Required work
Whatever the records below say, write them all out exactly.

━━━━━━━━━━━━━━━━━━━━━━━━━━━━━━

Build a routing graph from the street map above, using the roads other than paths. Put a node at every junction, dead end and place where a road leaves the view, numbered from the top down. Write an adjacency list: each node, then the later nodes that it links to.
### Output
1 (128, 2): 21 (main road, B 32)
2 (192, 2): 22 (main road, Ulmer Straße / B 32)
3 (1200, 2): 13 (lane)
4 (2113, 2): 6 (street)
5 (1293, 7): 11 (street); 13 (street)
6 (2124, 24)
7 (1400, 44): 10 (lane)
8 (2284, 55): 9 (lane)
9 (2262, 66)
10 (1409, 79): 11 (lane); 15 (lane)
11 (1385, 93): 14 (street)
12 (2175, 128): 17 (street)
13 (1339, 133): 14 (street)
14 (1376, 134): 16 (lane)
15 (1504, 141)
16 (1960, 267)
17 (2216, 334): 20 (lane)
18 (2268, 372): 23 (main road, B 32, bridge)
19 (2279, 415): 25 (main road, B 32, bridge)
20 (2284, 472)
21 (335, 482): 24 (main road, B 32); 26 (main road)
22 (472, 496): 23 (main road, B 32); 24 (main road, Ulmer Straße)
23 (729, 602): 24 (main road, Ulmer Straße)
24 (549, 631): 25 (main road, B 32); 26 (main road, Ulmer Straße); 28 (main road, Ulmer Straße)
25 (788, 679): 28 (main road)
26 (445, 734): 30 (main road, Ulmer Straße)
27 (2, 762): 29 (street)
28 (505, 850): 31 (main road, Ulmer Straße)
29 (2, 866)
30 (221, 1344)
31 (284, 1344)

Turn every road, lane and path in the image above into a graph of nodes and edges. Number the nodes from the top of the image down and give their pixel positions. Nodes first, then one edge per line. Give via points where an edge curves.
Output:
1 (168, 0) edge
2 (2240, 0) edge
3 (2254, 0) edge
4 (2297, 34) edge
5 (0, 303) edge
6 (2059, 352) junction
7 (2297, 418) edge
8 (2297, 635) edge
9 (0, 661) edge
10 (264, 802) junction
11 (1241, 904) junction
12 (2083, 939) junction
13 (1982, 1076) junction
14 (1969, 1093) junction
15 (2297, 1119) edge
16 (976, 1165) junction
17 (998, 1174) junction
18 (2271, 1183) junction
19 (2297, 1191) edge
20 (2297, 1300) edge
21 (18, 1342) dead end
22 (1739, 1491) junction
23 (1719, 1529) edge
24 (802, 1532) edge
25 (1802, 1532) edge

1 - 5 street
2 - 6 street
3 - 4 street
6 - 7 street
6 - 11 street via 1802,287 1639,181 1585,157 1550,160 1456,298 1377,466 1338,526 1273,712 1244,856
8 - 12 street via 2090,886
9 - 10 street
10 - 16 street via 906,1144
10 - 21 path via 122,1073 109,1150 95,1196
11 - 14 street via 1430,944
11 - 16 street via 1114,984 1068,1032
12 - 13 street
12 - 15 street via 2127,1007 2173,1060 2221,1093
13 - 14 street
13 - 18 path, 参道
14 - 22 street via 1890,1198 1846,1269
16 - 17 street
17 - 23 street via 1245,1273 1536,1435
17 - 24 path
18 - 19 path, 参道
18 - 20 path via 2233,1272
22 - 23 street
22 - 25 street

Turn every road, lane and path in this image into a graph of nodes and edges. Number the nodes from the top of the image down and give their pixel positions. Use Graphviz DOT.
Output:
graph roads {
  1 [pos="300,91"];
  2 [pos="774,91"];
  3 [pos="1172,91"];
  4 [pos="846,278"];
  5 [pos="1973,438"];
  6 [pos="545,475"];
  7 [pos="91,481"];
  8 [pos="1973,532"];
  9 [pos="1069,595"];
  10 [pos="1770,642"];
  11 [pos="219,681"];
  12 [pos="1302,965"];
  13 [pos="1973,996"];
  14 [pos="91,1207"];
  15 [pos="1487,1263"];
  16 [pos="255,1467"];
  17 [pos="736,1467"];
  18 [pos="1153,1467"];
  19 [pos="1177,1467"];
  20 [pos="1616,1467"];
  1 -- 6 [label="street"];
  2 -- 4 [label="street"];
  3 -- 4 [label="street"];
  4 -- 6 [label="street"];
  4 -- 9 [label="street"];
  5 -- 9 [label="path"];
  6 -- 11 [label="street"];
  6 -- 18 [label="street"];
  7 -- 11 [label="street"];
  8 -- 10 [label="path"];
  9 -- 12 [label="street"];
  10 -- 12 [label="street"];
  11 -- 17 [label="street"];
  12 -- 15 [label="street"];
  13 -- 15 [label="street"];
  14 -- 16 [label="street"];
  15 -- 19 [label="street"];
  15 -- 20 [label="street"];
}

━━━━━━━━━━━━━━━━━━━━━━━━━━━━━━

Answer for the task
Build a routing graph from the street map above, using the roads other than paths. Put a node at every junction, dead end and place where a road leaves the view, numbered from the top down. Write an adjacency list: each node, then the later nodes that it links to.
### Output
1 (128, 2): 21 (main road, B 32)
2 (192, 2): 22 (main road, Ulmer Straße / B 32)
3 (1200, 2): 13 (lane)
4 (2113, 2): 6 (street)
5 (1293, 7): 11 (street); 13 (street)
6 (2124, 24)
7 (1400, 44): 10 (lane)
8 (2284, 55): 9 (lane)
9 (2262, 66)
10 (1409, 79): 11 (lane); 15 (lane)
11 (1385, 93): 14 (street)
12 (2175, 128): 17 (street)
13 (1339, 133): 14 (street)
14 (1376, 134): 16 (lane)
15 (1504, 141)
16 (1960, 267)
17 (2216, 334): 20 (lane)
18 (2268, 372): 23 (main road, B 32, bridge)
19 (2279, 415): 25 (main road, B 32, bridge)
20 (2284, 472)
21 (335, 482): 24 (main road, B 32); 26 (main road)
22 (472, 496): 23 (main road, B 32); 24 (main road, Ulmer Straße)
23 (729, 602): 24 (main road, Ulmer Straße)
24 (549, 631): 25 (main road, B 32); 26 (main road, Ulmer Straße); 28 (main road, Ulmer Straße)
25 (788, 679): 28 (main road)
26 (445, 734): 30 (main road, Ulmer Straße)
27 (2, 762): 29 (street)
28 (505, 850): 31 (main road, Ulmer Straße)
29 (2, 866)
30 (221, 1344)
31 (284, 1344)

Turn every road, lane and path in the image above into a graph of nodes and edges. Number the nodes from the top of the image down and give their pixel positions. Nodes first, then one edge per line. Give via points where an edge curves.
Output:
1 (168, 0) edge
2 (2240, 0) edge
3 (2254, 0) edge
4 (2297, 34) edge
5 (0, 303) edge
6 (2059, 352) junction
7 (2297, 418) edge
8 (2297, 635) edge
9 (0, 661) edge
10 (264, 802) junction
11 (1241, 904) junction
12 (2083, 939) junction
13 (1982, 1076) junction
14 (1969, 1093) junction
15 (2297, 1119) edge
16 (976, 1165) junction
17 (998, 1174) junction
18 (2271, 1183) junction
19 (2297, 1191) edge
20 (2297, 1300) edge
21 (18, 1342) dead end
22 (1739, 1491) junction
23 (1719, 1529) edge
24 (802, 1532) edge
25 (1802, 1532) edge

1 - 5 street
2 - 6 street
3 - 4 street
6 - 7 street
6 - 11 street via 1802,287 1639,181 1585,157 1550,160 1456,298 1377,466 1338,526 1273,712 1244,856
8 - 12 street via 2090,886
9 - 10 street
10 - 16 street via 906,1144
10 - 21 path via 122,1073 109,1150 95,1196
11 - 14 street via 1430,944
11 - 16 street via 1114,984 1068,1032
12 - 13 street
12 - 15 street via 2127,1007 2173,1060 2221,1093
13 - 14 street
13 - 18 path, 参道
14 - 22 street via 1890,1198 1846,1269
16 - 17 street
17 - 23 street via 1245,1273 1536,1435
17 - 24 path
18 - 19 path, 参道
18 - 20 path via 2233,1272
22 - 23 street
22 - 25 street

Turn every road, lane and path in this image into a graph of nodes and edges. Number the nodes from the top of the image down and give their pixel positions. Use Graphviz DOT.
Output:
graph roads {
  1 [pos="300,91"];
  2 [pos="774,91"];
  3 [pos="1172,91"];
  4 [pos="846,278"];
  5 [pos="1973,438"];
  6 [pos="545,475"];
  7 [pos="91,481"];
  8 [pos="1973,532"];
  9 [pos="1069,595"];
  10 [pos="1770,642"];
  11 [pos="219,681"];
  12 [pos="1302,965"];
  13 [pos="1973,996"];
  14 [pos="91,1207"];
  15 [pos="1487,1263"];
  16 [pos="255,1467"];
  17 [pos="736,1467"];
  18 [pos="1153,1467"];
  19 [pos="1177,1467"];
  20 [pos="1616,1467"];
  1 -- 6 [label="street"];
  2 -- 4 [label="street"];
  3 -- 4 [label="street"];
  4 -- 6 [label="street"];
  4 -- 9 [label="street"];
  5 -- 9 [label="path"];
  6 -- 11 [label="street"];
  6 -- 18 [label="street"];
  7 -- 11 [label="street"];
  8 -- 10 [label="path"];
  9 -- 12 [label="street"];
  10 -- 12 [label="street"];
  11 -- 17 [label="street"];
  12 -- 15 [label="street"];
  13 -- 15 [label="street"];
  14 -- 16 [label="street"];
  15 -- 19 [label="street"];
  15 -- 20 [label="street"];
}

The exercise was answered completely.